Il welfare aziendale viene considerato uno degli elementi cardine del “secondo welfare”: peccato che, come sostenuto anche da coloro che lo promuovono, esso rischia di produrre differenze formidabili fra chi ha un lavoro e chi no, fra chi può contare su un contratto di lavoro che prevede benefici e chi invece no. Anche qui non si garantiscono diritti egualmente esigibili ma si produce ulteriore differenzialismo a danno di chi è più fragile.

A chi è svantaggiato o, più facilmente, svantaggiata – vista la peggiore condizione delle donne specie se di classe impoverita o migrante – non resta che il welfare filantropico.

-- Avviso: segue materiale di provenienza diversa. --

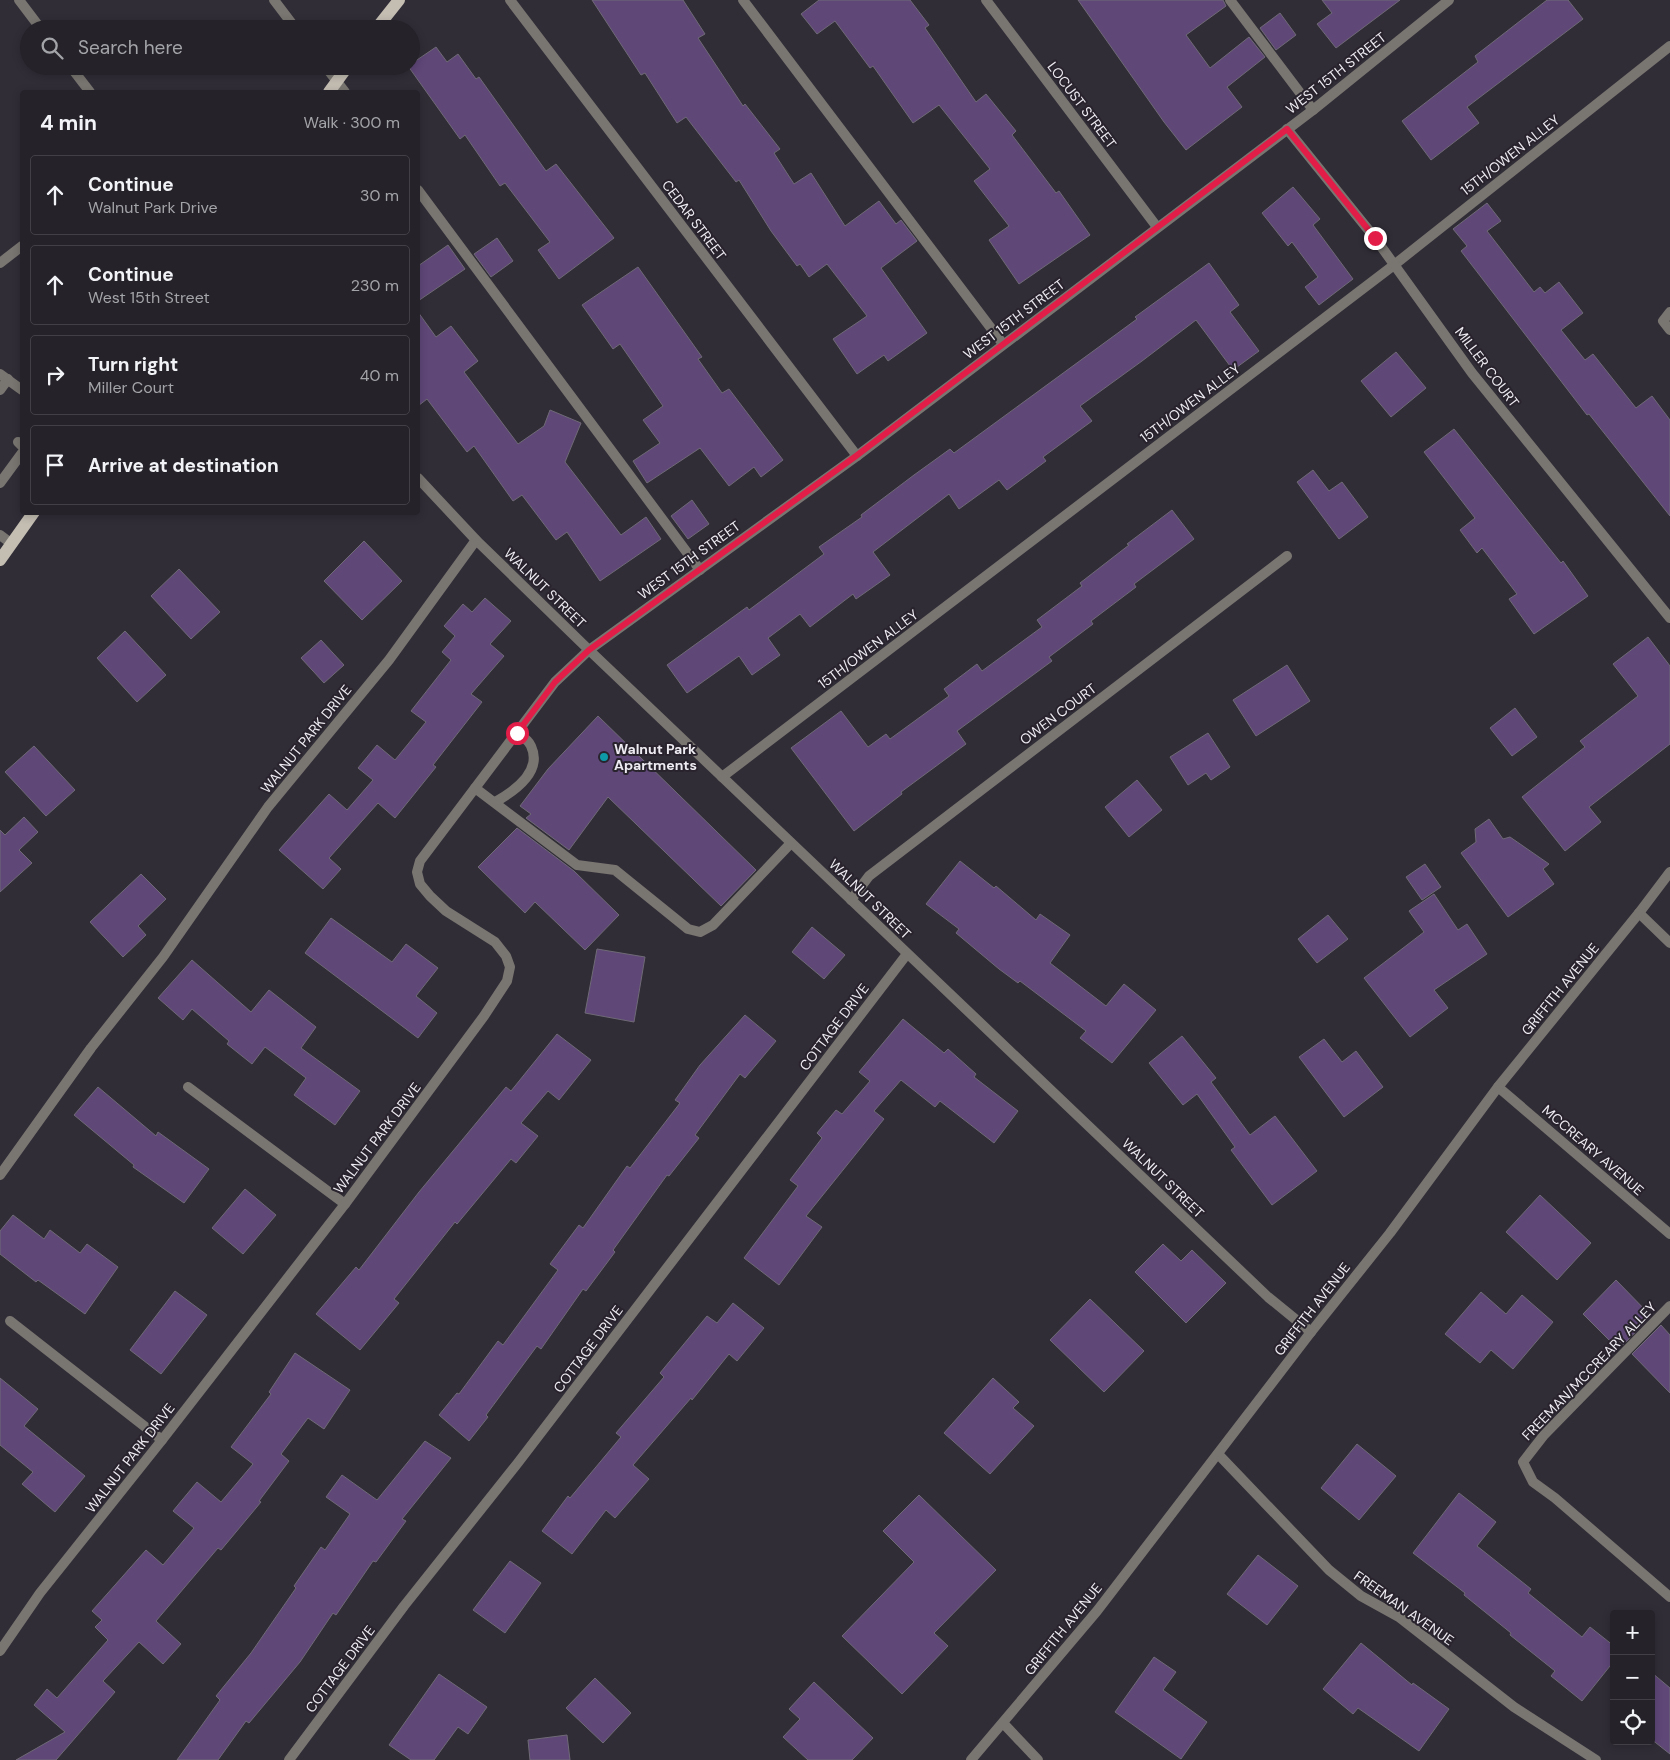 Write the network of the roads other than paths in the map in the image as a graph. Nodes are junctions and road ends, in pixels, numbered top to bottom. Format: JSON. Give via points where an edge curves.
{"nodes":[{"id":1,"x":19,"y":0,"type":"edge"},
{"id":2,"x":274,"y":0,"type":"edge"},
{"id":3,"x":399,"y":0,"type":"edge"},
{"id":4,"x":510,"y":0,"type":"edge"},
{"id":5,"x":743,"y":0,"type":"edge"},
{"id":6,"x":986,"y":0,"type":"edge"},
{"id":7,"x":1230,"y":0,"type":"edge"},
{"id":8,"x":1449,"y":0,"type":"edge"},
{"id":9,"x":34,"y":20,"type":"edge"},
{"id":10,"x":289,"y":20,"type":"edge"},
{"id":11,"x":383,"y":20,"type":"edge"},
{"id":12,"x":1670,"y":46,"type":"edge"},
{"id":13,"x":77,"y":75,"type":"edge"},
{"id":14,"x":332,"y":75,"type":"edge"},
{"id":15,"x":341,"y":75,"type":"edge"},
{"id":16,"x":337,"y":81,"type":"junction"},
{"id":17,"x":88,"y":90,"type":"edge"},
{"id":18,"x":330,"y":90,"type":"edge"},
{"id":19,"x":344,"y":90,"type":"edge"},
{"id":20,"x":1313,"y":110,"type":"junction"},
{"id":21,"x":1287,"y":129,"type":"junction"},
{"id":22,"x":420,"y":193,"type":"edge"},
{"id":23,"x":1157,"y":227,"type":"junction"},
{"id":24,"x":20,"y":248,"type":"edge"},
{"id":25,"x":0,"y":263,"type":"edge"},
{"id":26,"x":1394,"y":265,"type":"junction"},
{"id":27,"x":1670,"y":312,"type":"edge"},
{"id":28,"x":1670,"y":330,"type":"edge"},
{"id":29,"x":1003,"y":344,"type":"junction"},
{"id":30,"x":4,"y":376,"type":"edge"},
{"id":31,"x":20,"y":388,"type":"edge"},
{"id":32,"x":0,"y":390,"type":"edge"},
{"id":33,"x":20,"y":456,"type":"edge"},
{"id":34,"x":856,"y":456,"type":"junction"},
{"id":35,"x":420,"y":480,"type":"edge"},
{"id":36,"x":1,"y":481,"type":"edge"},
{"id":37,"x":32,"y":515,"type":"edge"},
{"id":38,"x":0,"y":535,"type":"edge"},
{"id":39,"x":476,"y":540,"type":"junction"},
{"id":40,"x":12,"y":544,"type":"junction"},
{"id":41,"x":1287,"y":556,"type":"dead end"},
{"id":42,"x":0,"y":560,"type":"edge"},
{"id":43,"x":700,"y":570,"type":"junction"},
{"id":44,"x":1670,"y":618,"type":"edge"},
{"id":45,"x":589,"y":650,"type":"junction"},
{"id":46,"x":517,"y":733,"type":"junction"},
{"id":47,"x":722,"y":777,"type":"junction"},
{"id":48,"x":475,"y":788,"type":"junction"},
{"id":49,"x":494,"y":802,"type":"junction"},
{"id":50,"x":791,"y":843,"type":"junction"},
{"id":51,"x":1670,"y":872,"type":"edge"},
{"id":52,"x":851,"y":900,"type":"junction"},
{"id":53,"x":1639,"y":913,"type":"junction"},
{"id":54,"x":1670,"y":943,"type":"edge"},
{"id":55,"x":907,"y":954,"type":"junction"},
{"id":56,"x":188,"y":1087,"type":"dead end"},
{"id":57,"x":1498,"y":1087,"type":"junction"},
{"id":58,"x":0,"y":1175,"type":"edge"},
{"id":59,"x":344,"y":1204,"type":"junction"},
{"id":60,"x":1670,"y":1234,"type":"edge"},
{"id":61,"x":1670,"y":1306,"type":"edge"},
{"id":62,"x":10,"y":1321,"type":"dead end"},
{"id":63,"x":1311,"y":1332,"type":"junction"},
{"id":64,"x":162,"y":1440,"type":"junction"},
{"id":65,"x":1218,"y":1454,"type":"junction"},
{"id":66,"x":1670,"y":1597,"type":"edge"},
{"id":67,"x":0,"y":1652,"type":"edge"},
{"id":68,"x":1003,"y":1723,"type":"junction"},
{"id":69,"x":289,"y":1760,"type":"edge"},
{"id":70,"x":971,"y":1760,"type":"edge"},
{"id":71,"x":1038,"y":1760,"type":"edge"},
{"id":72,"x":1596,"y":1760,"type":"edge"}],
"edges":[{"from":1,"to":9,"type":"street"},
{"from":2,"to":10,"type":"street"},
{"from":3,"to":11,"type":"main road"},
{"from":4,"to":34,"type":"street","name":"CEDAR STREET"},
{"from":5,"to":29,"type":"street"},
{"from":6,"to":23,"type":"street","name":"LOCUST STREET"},
{"from":7,"to":20,"type":"street"},
{"from":8,"to":20,"type":"street","name":"WEST 15TH STREET"},
{"from":12,"to":26,"type":"street","name":"15TH/OWEN ALLEY"},
{"from":13,"to":17,"type":"street"},
{"from":14,"to":16,"type":"street"},
{"from":15,"to":16,"type":"main road"},
{"from":16,"to":18,"type":"main road"},
{"from":16,"to":19,"type":"street"},
{"from":20,"to":21,"type":"street","name":"WEST 15TH STREET"},
{"from":21,"to":23,"type":"street","name":"WEST 15TH STREET"},
{"from":21,"to":26,"type":"street","name":"MILLER COURT"},
{"from":22,"to":43,"type":"street"},
{"from":23,"to":29,"type":"street","name":"WEST 15TH STREET"},
{"from":24,"to":25,"type":"street"},
{"from":26,"to":44,"type":"street","name":"MILLER COURT","via":[[1472,372]]},
{"from":26,"to":47,"type":"street","name":"15TH/OWEN ALLEY"},
{"from":27,"to":28,"type":"street","via":[[1663,321]]},
{"from":29,"to":34,"type":"street","name":"WEST 15TH STREET"},
{"from":30,"to":31,"type":"street"},
{"from":30,"to":32,"type":"street"},
{"from":33,"to":36,"type":"street"},
{"from":34,"to":43,"type":"street","name":"WEST 15TH STREET"},
{"from":35,"to":39,"type":"street","name":"WALNUT STREET"},
{"from":37,"to":40,"type":"main road"},
{"from":38,"to":40,"type":"street"},
{"from":39,"to":45,"type":"street","name":"WALNUT STREET"},
{"from":39,"to":58,"type":"street","name":"WALNUT PARK DRIVE","via":[[389,660],[268,807],[163,957],[91,1048]]},
{"from":40,"to":42,"type":"main road"},
{"from":41,"to":52,"type":"street","name":"OWEN COURT","via":[[869,876]]},
{"from":43,"to":45,"type":"street","name":"WEST 15TH STREET"},
{"from":45,"to":46,"type":"street","name":"WALNUT PARK DRIVE","via":[[555,682]]},
{"from":45,"to":47,"type":"street","name":"WALNUT STREET"},
{"from":46,"to":48,"type":"street","name":"WALNUT PARK DRIVE"},
{"from":46,"to":49,"type":"street","via":[[531,745],[534,760],[527,778],[513,792]]},
{"from":47,"to":50,"type":"street","name":"WALNUT STREET"},
{"from":48,"to":49,"type":"street"},
{"from":48,"to":59,"type":"street","name":"WALNUT PARK DRIVE","via":[[420,861],[417,872],[420,884],[446,911],[495,942],[510,967],[507,981]]},
{"from":49,"to":50,"type":"street","via":[[577,865],[615,870],[688,929],[700,932],[713,925]]},
{"from":50,"to":52,"type":"street","name":"WALNUT STREET"},
{"from":51,"to":53,"type":"street","name":"GRIFFITH AVENUE"},
{"from":52,"to":55,"type":"street","name":"WALNUT STREET"},
{"from":53,"to":54,"type":"street"},
{"from":53,"to":57,"type":"street","name":"GRIFFITH AVENUE"},
{"from":55,"to":63,"type":"street","name":"WALNUT STREET","via":[[1268,1297]]},
{"from":55,"to":69,"type":"street","name":"COTTAGE DRIVE"},
{"from":56,"to":59,"type":"street"},
{"from":57,"to":60,"type":"street","name":"MCCREARY AVENUE"},
{"from":57,"to":63,"type":"street","name":"GRIFFITH AVENUE","via":[[1390,1233]]},
{"from":59,"to":64,"type":"street","name":"WALNUT PARK DRIVE"},
{"from":61,"to":66,"type":"street","name":"FREEMAN/MCCREARY ALLEY","via":[[1544,1435],[1523,1462],[1533,1482]]},
{"from":62,"to":64,"type":"street"},
{"from":63,"to":65,"type":"street","name":"GRIFFITH AVENUE"},
{"from":64,"to":67,"type":"street","name":"WALNUT PARK DRIVE","via":[[40,1593]]},
{"from":65,"to":68,"type":"street","name":"GRIFFITH AVENUE","via":[[1097,1611]]},
{"from":65,"to":72,"type":"street","name":"FREEMAN AVENUE","via":[[1330,1570],[1361,1596],[1399,1617],[1514,1707]]},
{"from":68,"to":70,"type":"street","name":"GRIFFITH AVENUE"},
{"from":68,"to":71,"type":"street"}]}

Ricordo che l’art. 37 del decreto legislativo 117/2017, cioè il Codice del Terzo Settore, definisce l’ente filantropico come ente costituito in forma di associazione riconosciuta o di fondazione.

Il re diventa nudo se andiamo al significato della parola, visto che si è scelto di utilizzarla. La filantropia, secondo il vocabolario, è la disposizione dell’animo a iniziative umanitarie che si traduce in attività dirette a realizzarle, mentre il filantropo è senza dubbio una persona generosa che aiuta il prossimo ma altresì una persona molto ricca e usa una parte del suo cospicuo patrimonio per iniziative caritatevoli. Sentimento e carità per l’appunto, non diritti.

Se questa è la realtà e queste sono le prospettive del welfare, assisteremo al consolidamento di un mercato dei servizi all’interno del quale il ruolo dello Stato si limiterà a quello di Ente pagatore.

Di fronte agli attuali scenari di guerra, alla recessione che ne consegue, alla crisi ambientale ed energetica che realisticamente produrranno ulteriore povertà ed esclusione, un welfare mercantile è il meno adatto a rispondere ai bisogni e a garantire diritti.

Il nuovo che avanza, per quanto riguarda i modelli di welfare, sa maledettamente di un ritorno non al secolo scorso, ma addirittura a quello precedente.

La campagna “Riprendiamoci il Comune” potrebbe essere uno strumento per spiegare e denunciare questa deriva e, in particolare, sottolineare la necessità che le municipalità riprendano in mano il ruolo che la Costituzione aveva loro affidato e cioè quello di garanti del livello di salute delle e dei cittadini.

Foto:

#OccupySF corporate welfare #OWS” di ericwagner (CC BY-NC-SA 2.0).

End Corporate Welfare” di WeNews (CC BY 2.0).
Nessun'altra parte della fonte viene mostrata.